Quatre heures trente-huit, l'heure fatidique approchait et Mochi n'avait toujours aucune idée de la manière dont il allait se débarrasser de son adversaire. Alors qu'il était appuyé au mur, il s'en dégagea doucement, il avait pris un gros coup cette fois -ci, mais il pouvait encore bouger. Un idée lui traversa soudain le cigare. Sans crier gare il se remit à courir et Joe l'indien se mit, une fois de plus à sa poursuite. Le toubib se demandait encore pourquoi il n'avait pas profité de la faiblesse de son adverse. Sur le port, il l'avait frappé alors qu'il était au sol. Conscient de sa supériorité, il devait probablement s'amuser.

Mais cette fois, le toubib ne courait pas pour fuir, il avait remarqué, dans une rue, une bouche d'égout entrouverte et suffisamment grande pour y coincer son adversaire. C'est dans cette direction qu'il se dirigeait, le plan était simple, s'il prenait une légère avance sur son adversaire, il l'emmènerait jusque dans cette rue, en espérant qu'il aurait le temps de se dissimuler derrière une benne à ordure qu'il avait également repéré et, au moment où il passerait, grâce à un croc en jambe subtilement dosé, il précipiterait son adversaire dans les égouts.

Il décida donc d'exécuter son plan et se dirigea vers la rue en question. Il donna tout ce qui lui restait pour prendre l'avance sur son adversaire et ce fut fait, il était en dehors de son champ de vision quand il arriva près de la bouche d'égout. Il s'assura que celle-ci soit bien dégagé, puis se cacha derrière la benne à ordure qui n'avait pas bougé d'un poil. Il sortit le gousset de sa poche et regarda l'heure.

Quatre heures quarante-neuf, le toubib avait mis plus de temps que prévu pour retrouver la bonne rue. En tout cas, comme prévu, après quelques secondes à peine, les pas lourds de son poursuivant se firent entendre. Il approchait. Quand il fut assez prêt, le bigleux sortit de sa cachette et balaya Joe l'indien. Ce dernier tomba, mais le toubib avait mal visé et il ne chuta pas dans la bouche d'égout, néanmoins, son menton vînt frapper le rebord de cette dernière. Il prit un sacré coup, c'était un KO technique. Son plan avait échoué, ça c'était joué à quelques centimètres, mais il sortait tout de même victorieux. Victorieux, c'était vite dit, Mochi se sentait quelque peu honteux de s'en être sorti de la sorte, mais face à un adversaire insensible à ses coups, il était bien obligé de passer par là.

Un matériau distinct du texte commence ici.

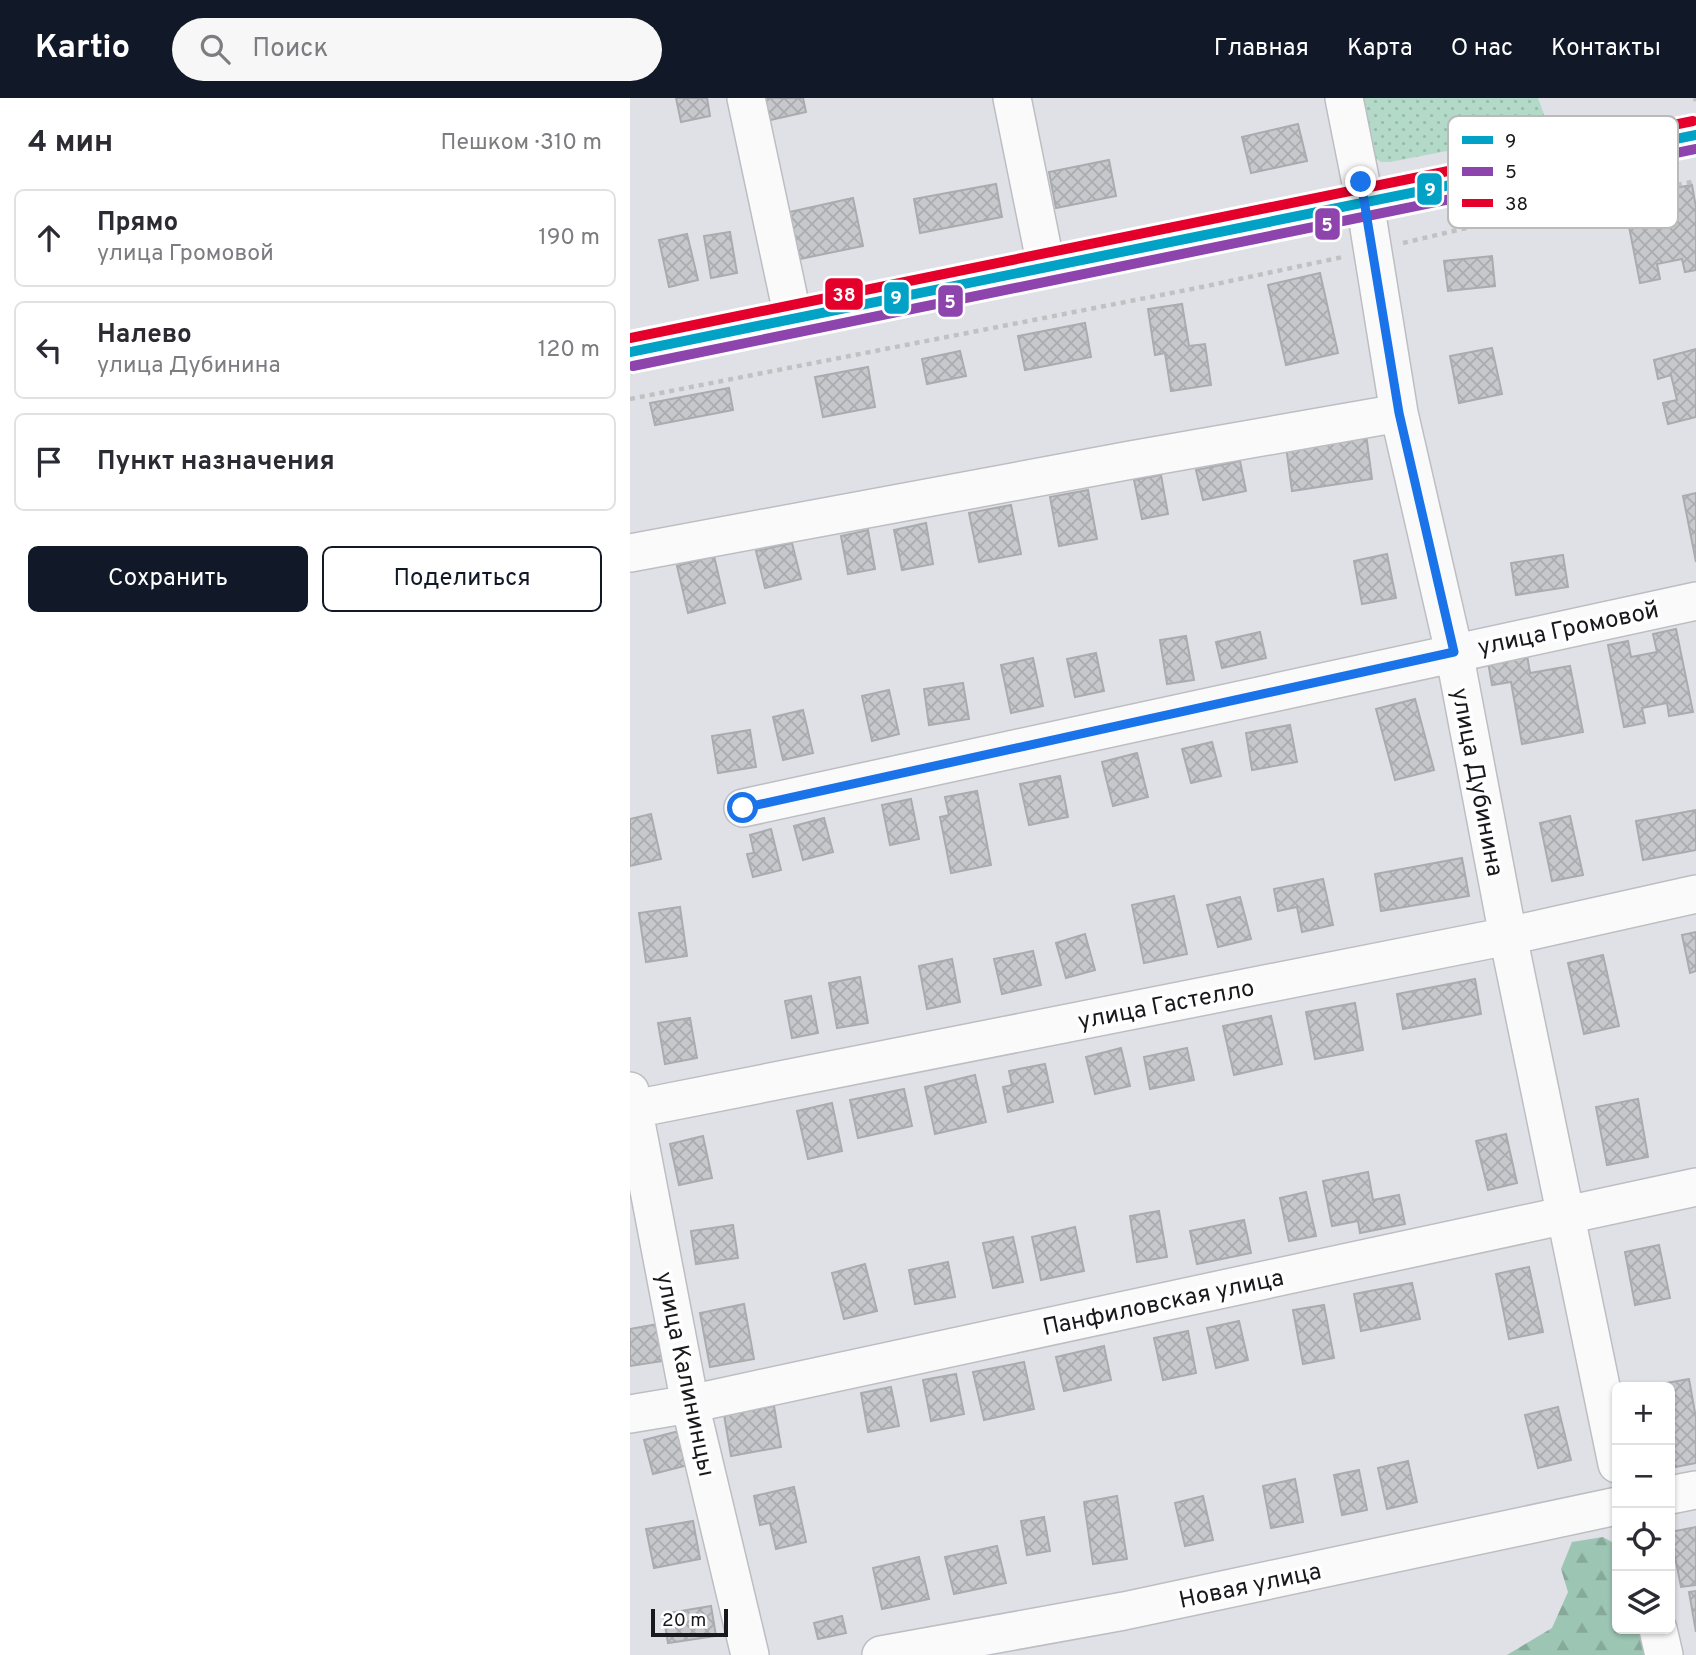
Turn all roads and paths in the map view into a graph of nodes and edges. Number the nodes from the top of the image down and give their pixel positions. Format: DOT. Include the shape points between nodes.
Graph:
graph roads {
  1 [pos="746,98"];
  2 [pos="1012,98"];
  3 [pos="1344,98"];
  4 [pos="1696,135"];
  5 [pos="1678,139"];
  6 [pos="1696,181"];
  7 [pos="1678,185"];
  8 [pos="1448,186"];
  9 [pos="1365,203"];
  10 [pos="1467,228"];
  11 [pos="1373,251"];
  12 [pos="1046,266"];
  13 [pos="793,318"];
  14 [pos="630,352"];
  15 [pos="630,399"];
  16 [pos="1399,413"];
  17 [pos="630,553"];
  18 [pos="1696,601"];
  19 [pos="1454,652"];
  20 [pos="743,808"];
  21 [pos="1696,894"];
  22 [pos="1508,936"];
  23 [pos="632,1100"];
  24 [pos="1696,1187"];
  25 [pos="1566,1215"];
  26 [pos="690,1404"];
  27 [pos="630,1415"];
  28 [pos="1613,1445"];
  29 [pos="1696,1490"];
  30 [pos="1675,1494"];
  31 [pos="1612,1507"];
  32 [pos="1659,1634"];
  33 [pos="750,1655"];
  34 [pos="881,1655"];
  35 [pos="1664,1655"];
  1 -- 13 [label="street"];
  2 -- 12 [label="street"];
  3 -- 9 [label="street, улица Дубинина"];
  4 -- 5 [label="street"];
  6 -- 7 [label="path"];
  8 -- 9 [label="street"];
  9 -- 11 [label="street, улица Дубинина"];
  9 -- 12 [label="street"];
  10 -- 11 [label="path"];
  11 -- 15 [label="path"];
  11 -- 16 [label="street, улица Дубинина"];
  12 -- 13 [label="street"];
  13 -- 14 [label="street"];
  16 -- 17 [label="street"];
  16 -- 19 [label="street, улица Дубинина"];
  18 -- 19 [label="street, улица Громовой"];
  19 -- 20 [label="street, улица Громовой"];
  19 -- 22 [label="street, улица Дубинина"];
  21 -- 22 [label="street, улица Гастелло"];
  22 -- 23 [label="street, улица Гастелло"];
  22 -- 25 [label="street, улица Дубинина"];
  23 -- 26 [label="street, улица Калининцы"];
  24 -- 25 [label="street, Панфиловская улица"];
  25 -- 26 [label="street, Панфиловская улица"];
  25 -- 28 [label="street, улица Дубинина"];
  26 -- 27 [label="street, Панфиловская улица"];
  26 -- 33 [label="street, улица Калининцы"];
  29 -- 30 [label="street"];
  31 -- 34 [label="street, Новая улица" via="1124,1612"];
  32 -- 35 [label="street"];
}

Quatre heures cinquante-deux, il fallait mettre les voiles, Joe D. Alton pouvait se réveiller à tout moment et son bateau pouvait également quitter le port et il n'était pas si prêt de l'atteindre. Aussi se mit il à cavaler une ultime fois dans les rues de Bull Town, avec le peu d'énergie qui lui restait.

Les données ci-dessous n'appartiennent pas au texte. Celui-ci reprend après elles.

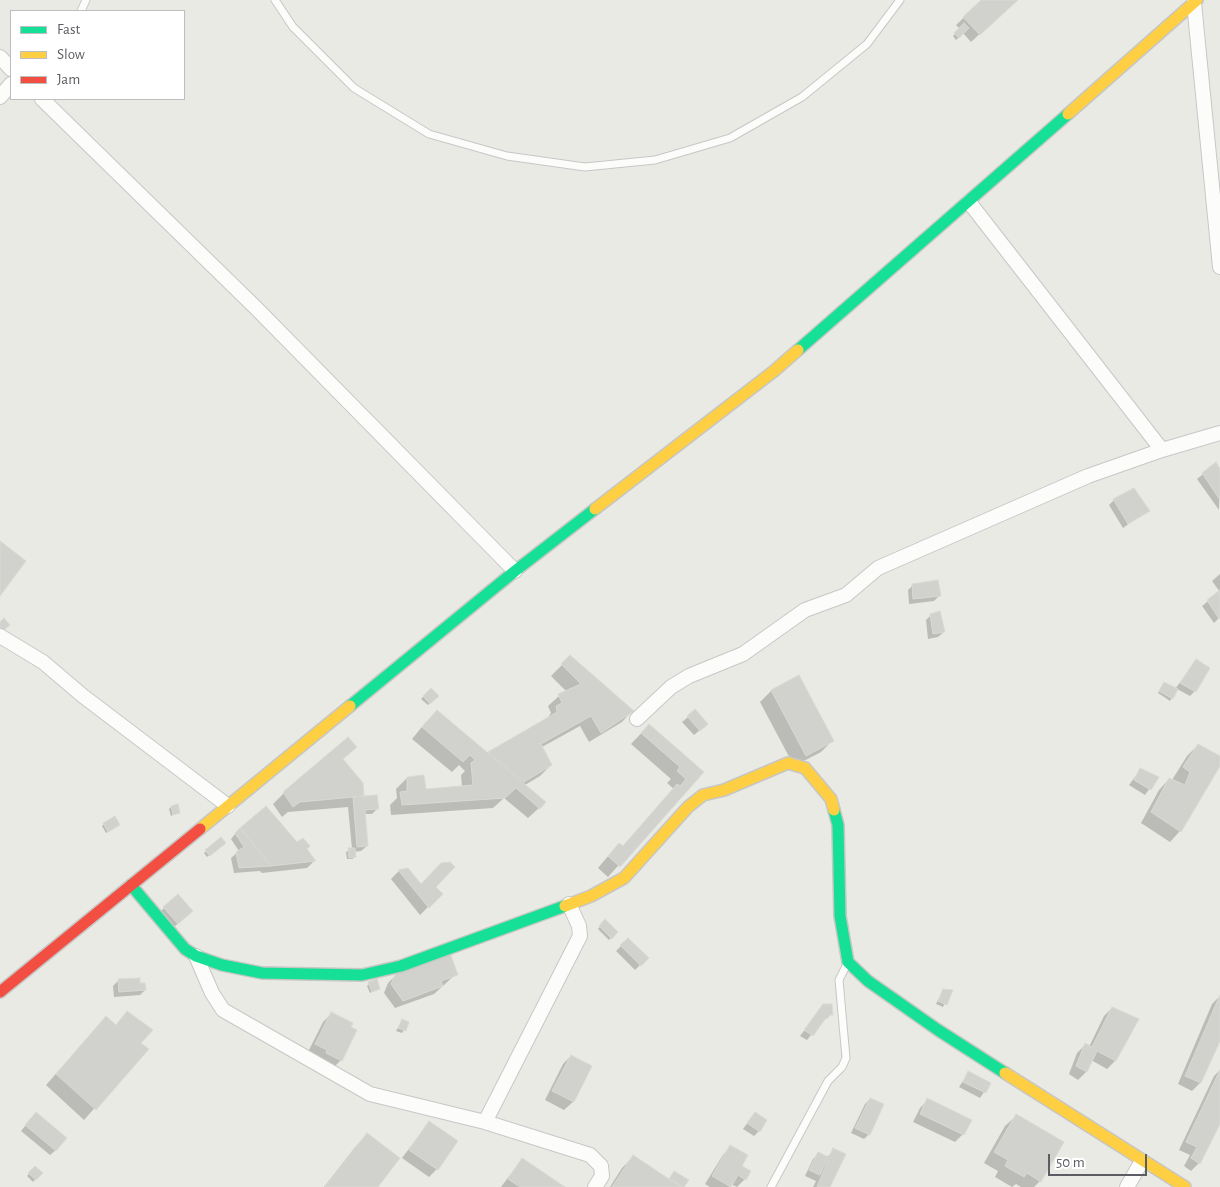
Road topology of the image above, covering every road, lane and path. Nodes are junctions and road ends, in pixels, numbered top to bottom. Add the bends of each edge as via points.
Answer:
1 (275, 0) edge
2 (900, 0) edge
3 (1196, 1) edge
4 (0, 57) edge
5 (10, 68) edge
6 (10, 85) edge
7 (0, 97) edge
8 (43, 100) edge
9 (969, 202) junction
10 (1220, 268) edge
11 (1220, 433) edge
12 (1162, 450) junction
13 (515, 571) junction
14 (0, 636) edge
15 (638, 720) dead end
16 (228, 806) junction
17 (131, 885) junction
18 (569, 904) junction
19 (196, 956) junction
20 (848, 962) junction
21 (0, 992) edge
22 (485, 1122) junction
23 (1142, 1161) junction
24 (595, 1187) edge
25 (771, 1187) edge
26 (1127, 1187) edge
27 (1185, 1187) edge

1 - 2 lane via 293,26 354,88 429,134 507,156 585,167 656,160 730,138 802,97 867,44
3 - 9 main road
3 - 10 street
4 - 5 street
6 - 7 street
8 - 13 street via 257,308
9 - 12 street
9 - 13 main road via 774,371
11 - 12 street
12 - 15 street via 1088,476 878,568 846,595 806,610 743,654 671,687
13 - 16 main road
14 - 16 street via 43,662
16 - 17 main road
17 - 19 main road via 185,949
17 - 21 main road
18 - 19 main road via 401,966 362,975 262,973
18 - 20 main road via 624,878 688,807 703,795 724,790 788,763 805,768 831,799 838,825 840,916
18 - 22 street via 580,936
19 - 22 street via 223,1010 370,1094
20 - 23 main road via 868,981 938,1030
20 - 25 lane via 839,980 846,1058 828,1081
22 - 24 street via 590,1155 601,1166 602,1176
23 - 26 street
23 - 27 main road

Cinq heures trois, il arriva finalement au port, et le navire qu'ils avaient choisi la veille était sur le point de lever l'ancre, mais il n'avait pas encore bouger, le capitaine remarquant le toubib au physique atypique cria.

"Ah ben dites donc ! On vous attendez plus !!!"

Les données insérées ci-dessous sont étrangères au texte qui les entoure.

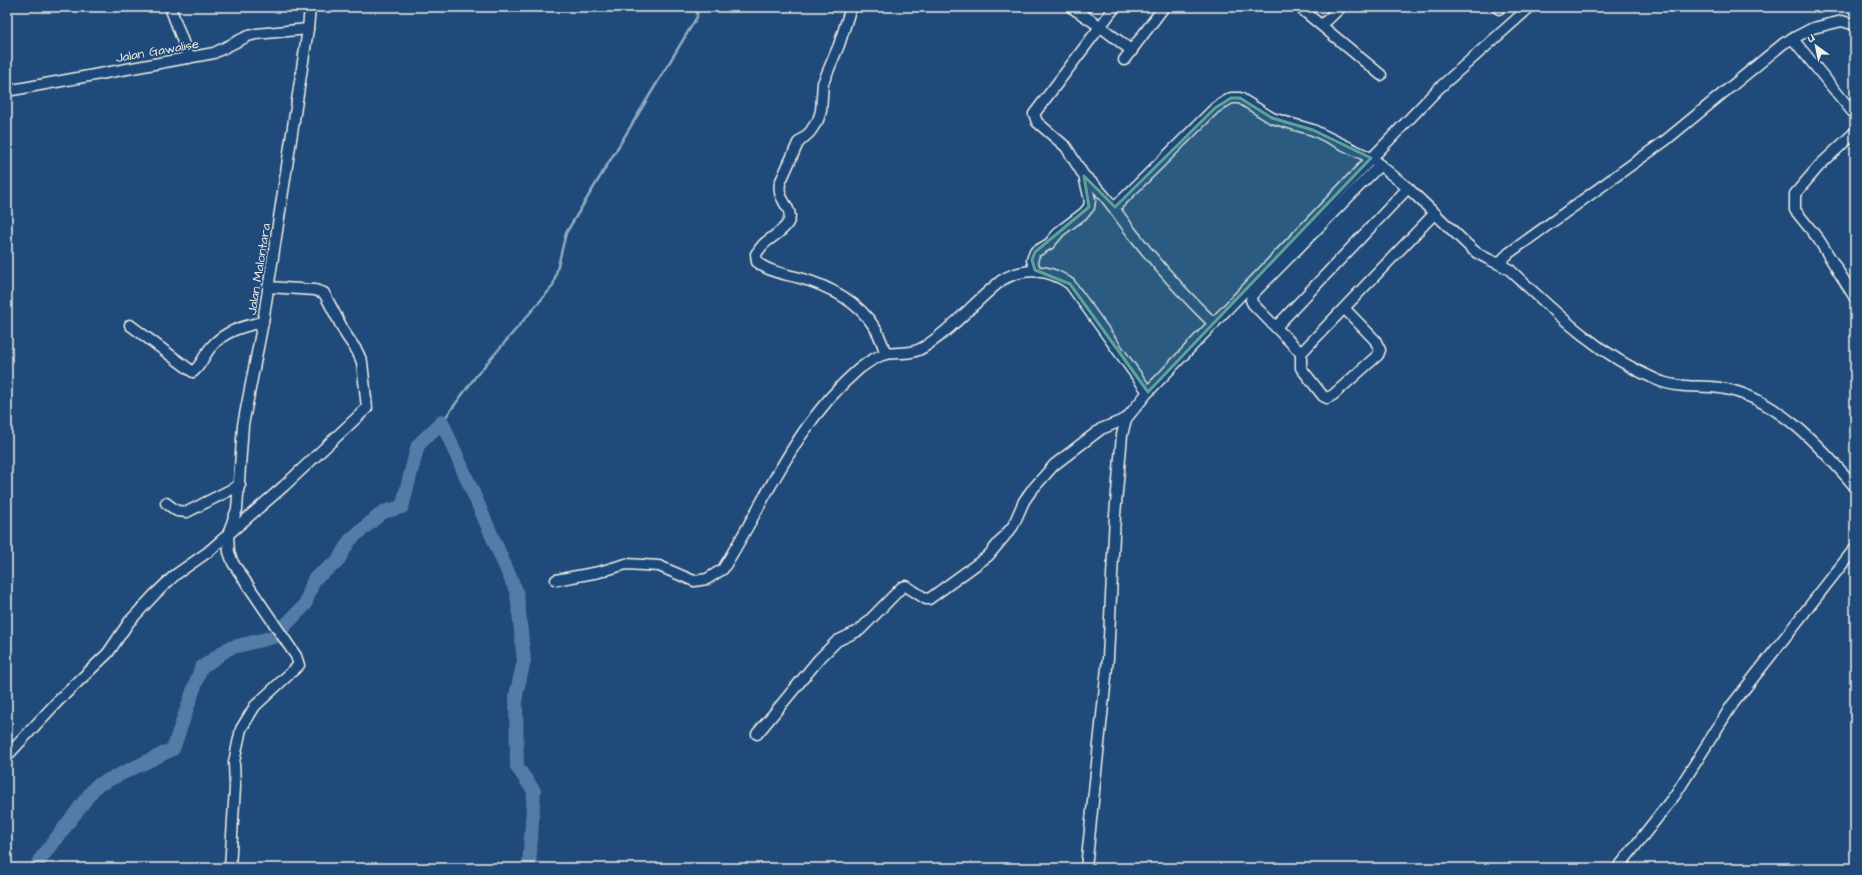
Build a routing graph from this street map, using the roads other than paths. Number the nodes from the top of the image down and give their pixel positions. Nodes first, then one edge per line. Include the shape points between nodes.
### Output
1 (170, 7) edge
2 (310, 7) edge
3 (851, 7) edge
4 (1115, 7) edge
5 (1164, 7) edge
6 (1299, 7) edge
7 (1341, 7) edge
8 (1530, 7) edge
9 (1071, 9) edge
10 (1322, 24) junction
11 (1855, 25) edge
12 (1101, 27) junction
13 (308, 29) junction
14 (1792, 38) junction
15 (1132, 52) junction
16 (189, 58) junction
17 (1124, 60) dead end
18 (1381, 75) dead end
19 (7, 90) edge
20 (1855, 115) edge
21 (1855, 132) edge
22 (1371, 158) junction
23 (1380, 165) junction
24 (1084, 176) junction
25 (1408, 188) junction
26 (1115, 208) junction
27 (1435, 213) junction
28 (1499, 263) junction
29 (1035, 270) junction
30 (268, 287) junction
31 (1855, 298) edge
32 (1344, 308) junction
33 (263, 322) junction
34 (1214, 324) junction
35 (130, 325) dead end
36 (1276, 327) junction
37 (886, 354) junction
38 (1301, 354) junction
39 (1148, 392) junction
40 (1126, 419) junction
41 (240, 485) junction
42 (1855, 487) edge
43 (166, 503) dead end
44 (228, 534) junction
45 (1855, 548) edge
46 (556, 580) dead end
47 (757, 734) dead end
48 (7, 756) edge
49 (230, 868) edge
50 (1086, 868) edge
51 (1618, 868) edge

1 - 16 street
2 - 13 street, Jalan Malontara
3 - 37 street via 824,83 818,120 798,143 780,183 781,197 789,210 787,225 756,254 757,262 765,268 815,282 838,293 870,321
4 - 12 street
5 - 15 street
6 - 10 street
7 - 10 street
8 - 22 street via 1438,89
9 - 12 street
10 - 18 street
11 - 14 street via 1842,21 1813,28
12 - 15 street
12 - 24 street via 1034,114 1037,122 1066,147
13 - 16 street, Jalan Gawalise via 248,36 220,51
13 - 30 street, Jalan Malontara
14 - 20 street
14 - 28 street via 1666,140 1508,253
15 - 17 street
16 - 19 street, Jalan Gawalise
21 - 31 street via 1819,166 1794,198 1795,210 1823,245
22 - 23 street
22 - 26 street via 1313,130 1272,118 1240,98 1232,98 1215,108
22 - 34 street
23 - 25 street
23 - 36 street via 1252,295 1253,304
24 - 26 street via 1095,184
24 - 29 street via 1090,200 1089,208 1060,231 1049,244 1035,252 1032,260
25 - 27 street
25 - 36 street
26 - 34 street via 1138,240
27 - 28 street via 1477,253
27 - 32 street
28 - 42 street via 1510,270 1570,326 1603,351 1654,379 1669,384 1730,391 1756,399 1773,408 1798,428
29 - 37 street via 1002,280 923,348 912,352
29 - 39 street via 1070,284
30 - 33 street, Jalan Malontara
30 - 44 street via 315,290 324,293 362,362 368,405 365,411 318,456
32 - 38 street
32 - 38 street via 1377,344 1380,350 1378,355 1333,395 1326,398 1301,368
33 - 35 street via 236,329 218,340 193,372
33 - 41 street, Jalan Malontara via 243,425
34 - 39 street
36 - 38 street
37 - 46 street via 860,369 831,396 816,415 788,455 723,569 707,579 694,582 659,566 626,564
39 - 40 street
40 - 47 street via 1101,429 1054,465 1031,491 1007,533 988,556 974,567 929,599 906,586 902,587 860,630 837,641 818,659
40 - 50 street via 1122,435 1115,515 1108,658
41 - 43 street via 187,512 177,511
41 - 44 street, Jalan Malontara via 237,509
44 - 48 street via 155,594 129,622 108,653 57,702
44 - 49 street via 229,552 233,563 296,656 299,665 255,706 241,730 234,762
45 - 51 street via 1732,705 1676,795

Le médecin bondit sur le navire et s'écroula, éreinté par toute la fatigue accumulée durant la nuit. Et finalement, il s'endormit lamentablement sur le pont au milieu des marins qui se démenaient, courant dans tous les sens pour quitter le port. Quand il se réveilla, le capitaine vint le voir et lui tendit une lettre.

"Au fait on m'a demandé de vous remettre ça, moussaillon !"

Dubitatif, le médecin attrapa la lettre et l'ouvrit :

Cher Mochi,

Navré de vous faire faux bon au dernier moment. Votre aide nous a été fort précieuse pour quitter cette île, nous n'y serions jamais parvenus sans vous. Et croyez le, nous n'avions pas prévu de nous éclipser de la sorte, mais la tentation était trop forte, vous semblez être joueur cher Docteur, aussi j'ai bon espoir que vous ne le preniez pas si mal.

J'espère sincèrement que vous lirez cette lettre, signe que vous aurez vaincu Joe D. Aston

Cordialement,

Romy et Julio


Le médecin lâcha la lettre, la laissant s'échapper selon les caprices du vent et il se mit à pleurer et par ses larmes, c'est son rire qui s'exprimait. On l'avait bien eu, il s'était fait roulé en beauté.

"Comme quoi, les chiens ne font pas des chats" dit il en souriant.